Di fondo, però, c'è forse un 'malinteso', cioè quello di considerare il progetto stesso come un lavoro a tutti gli effetti: per quanto possa sembrare paradossale il LÈA prevede che "la condizione della persona non è quella di lavoratore e permane lo stato di non occupazione", così come si legge all'interno della delibera con cui si dà avvio al progetto nell'area di competenza delle SdS Valdarno ed Empolese-Valdelsa.

Dunque le normali 'tutele' connesse alla condizione lavorativa verrebbero a cadere in quanto si stratta tecnicamente di uno stage. La stessa Sds sottolinea questo punto: "Comprendiamo le difficoltà del momento sul piano umano. Cercheremo al più presto di chiarire il malinteso di fondo" (È attesa una nota stampa della dirigenza per specificare nel dettaglio il punto di vista dell'ente sanitario).

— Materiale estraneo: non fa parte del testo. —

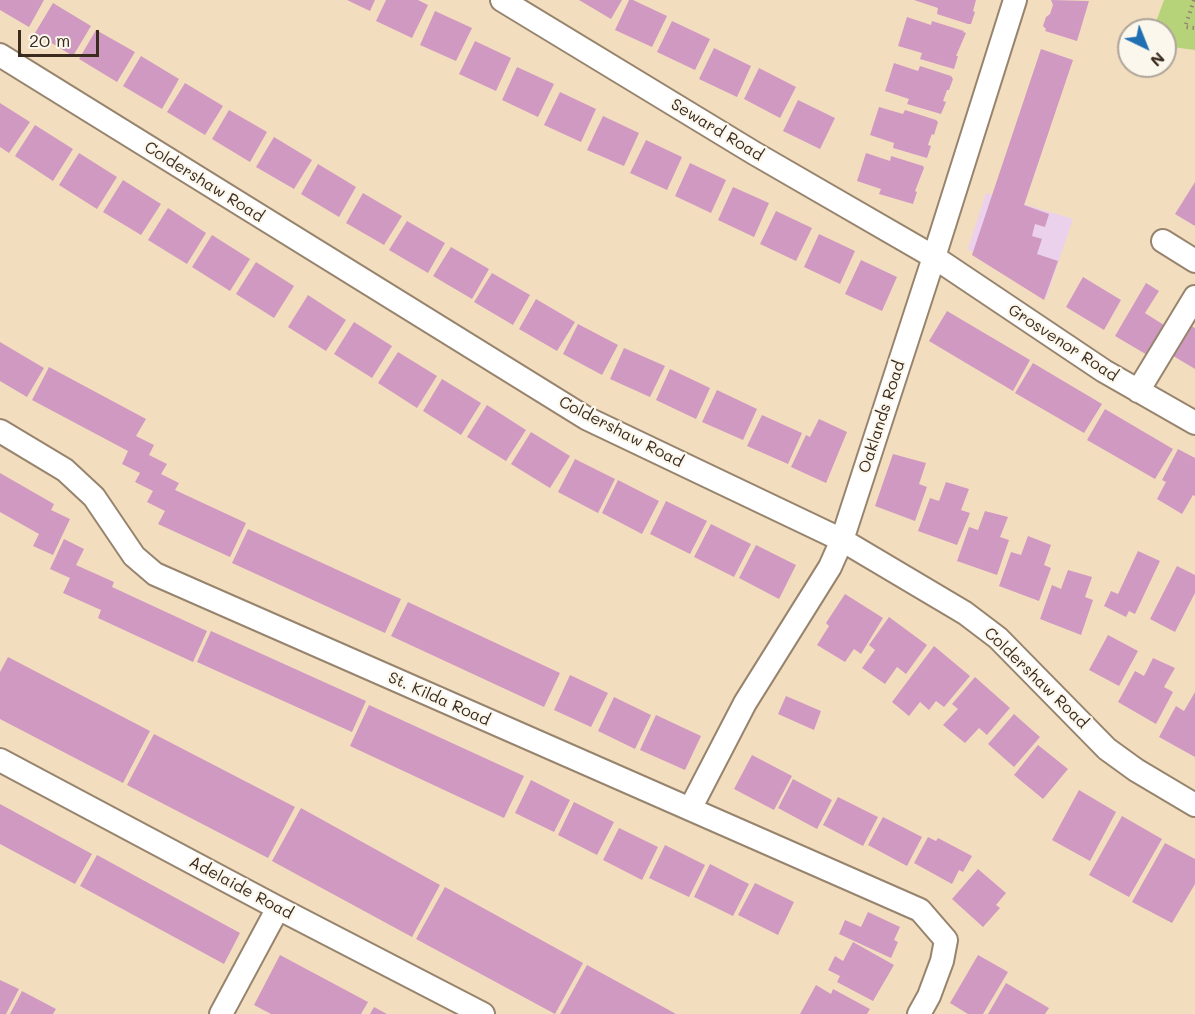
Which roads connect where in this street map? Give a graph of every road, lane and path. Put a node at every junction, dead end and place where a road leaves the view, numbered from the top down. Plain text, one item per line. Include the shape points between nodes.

Resta il fatto che per la donna, che ricordiamo ha grossi problemi di mobilità e un figlio a carico, i 300 euro al mese del LÈA sono un'entrata importante nel bilancio familiare e non potersi permettere di stare male, cosa plausibile a maggior ragione a causa della sua patologia, diventa un vero e proprio dramma. Altrettanto evidente è che il L.È.A. non sia il programma di aiuto 'idoneo' alla situazione della donna che dovrebbe aver accesso a forme di lavoro più stabili e durature.

Purtroppo sembra che da oltre 10 anni la donna sia in cerca di un lavoro in Enti privati e pubblici, ma senza alcun successo. Questo nonostante esista una legge nazionale (L 68/99) che prevede una 'quota' di assunzioni per disabili e categorie svantaggiate e che proprio recentemente ha visto un potenziamento degli indirizzi e l'inasprirsi delle sanzioni per chi non rispetta le norme.

La 32enne ha anche scritto una lettera indirizzata a vari soggetti politici tra cui Enrico Sostegni, Enrico Rossi, Laura Cantini, Andrea Quartini e Stefania Saccardi, per spiegare la sua situazione.